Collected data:
━━━━━━━━━━━━━━━━━━━━

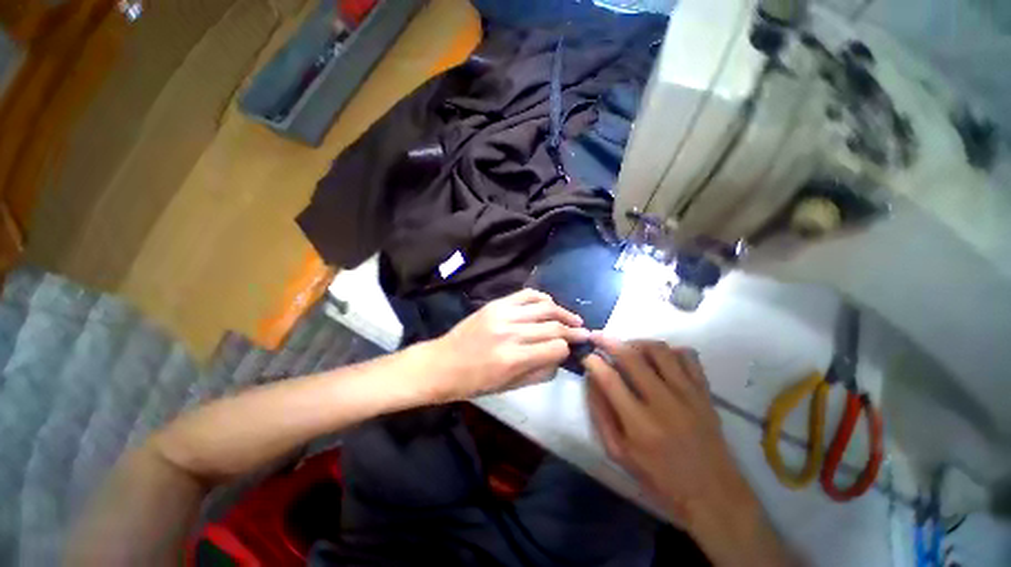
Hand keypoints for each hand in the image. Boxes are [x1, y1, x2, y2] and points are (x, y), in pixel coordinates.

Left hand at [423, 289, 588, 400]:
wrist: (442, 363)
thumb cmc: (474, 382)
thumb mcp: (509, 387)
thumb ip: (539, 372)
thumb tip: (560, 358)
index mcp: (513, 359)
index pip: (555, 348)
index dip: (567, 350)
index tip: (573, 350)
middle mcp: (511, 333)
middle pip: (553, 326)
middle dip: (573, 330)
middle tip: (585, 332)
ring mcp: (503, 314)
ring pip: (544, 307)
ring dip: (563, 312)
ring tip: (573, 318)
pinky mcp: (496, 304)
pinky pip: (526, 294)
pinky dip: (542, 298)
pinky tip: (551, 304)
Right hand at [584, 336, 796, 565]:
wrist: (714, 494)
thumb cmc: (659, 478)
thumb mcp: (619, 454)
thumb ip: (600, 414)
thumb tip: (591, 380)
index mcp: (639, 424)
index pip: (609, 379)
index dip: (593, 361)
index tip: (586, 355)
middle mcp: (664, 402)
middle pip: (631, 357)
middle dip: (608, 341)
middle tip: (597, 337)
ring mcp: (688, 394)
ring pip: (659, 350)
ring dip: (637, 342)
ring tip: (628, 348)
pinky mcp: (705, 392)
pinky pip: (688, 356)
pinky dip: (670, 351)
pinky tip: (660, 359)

━━━━━━━━━━━━━━━━━━━━

A verbatim copy of the data, with all pictures omitted, is the required output.

* _ANSWER TO THIS PROBLEM_:
Hand keypoints for each hand in the image. Boxes are [x1, y1, x2, y2] and points are (x, y), in pixel coordinates.

Left hand at [423, 289, 588, 400]:
wrist: (442, 363)
thumb cmc: (474, 382)
thumb mcp: (509, 387)
thumb ip: (539, 372)
thumb tip: (560, 358)
index mcp: (513, 359)
index pip: (555, 348)
index dip: (567, 350)
index tip: (573, 350)
middle mcp: (511, 333)
middle pip: (553, 326)
middle dip: (573, 330)
middle tip: (585, 332)
ring mcp: (503, 314)
ring pip: (544, 307)
ring dip: (563, 312)
ring tip: (573, 318)
pinky mcp: (496, 304)
pinky pip: (526, 294)
pinky dip: (542, 298)
pinky tip: (551, 304)
Right hand at [584, 336, 796, 565]:
wrist: (714, 494)
thumb cmc: (659, 478)
thumb mcp: (619, 454)
thumb ip: (600, 414)
thumb tip: (591, 380)
index mcp: (639, 424)
index pip: (609, 379)
index dip: (593, 361)
index tip: (586, 355)
middle mcp: (664, 402)
middle pip: (631, 357)
middle dip: (608, 341)
middle tip: (597, 337)
ring mcp: (688, 394)
ring pip: (659, 350)
ring dip: (637, 342)
ring tip: (628, 348)
pinky mcp: (705, 392)
pinky pip: (688, 356)
pinky dip: (670, 351)
pinky tip: (660, 359)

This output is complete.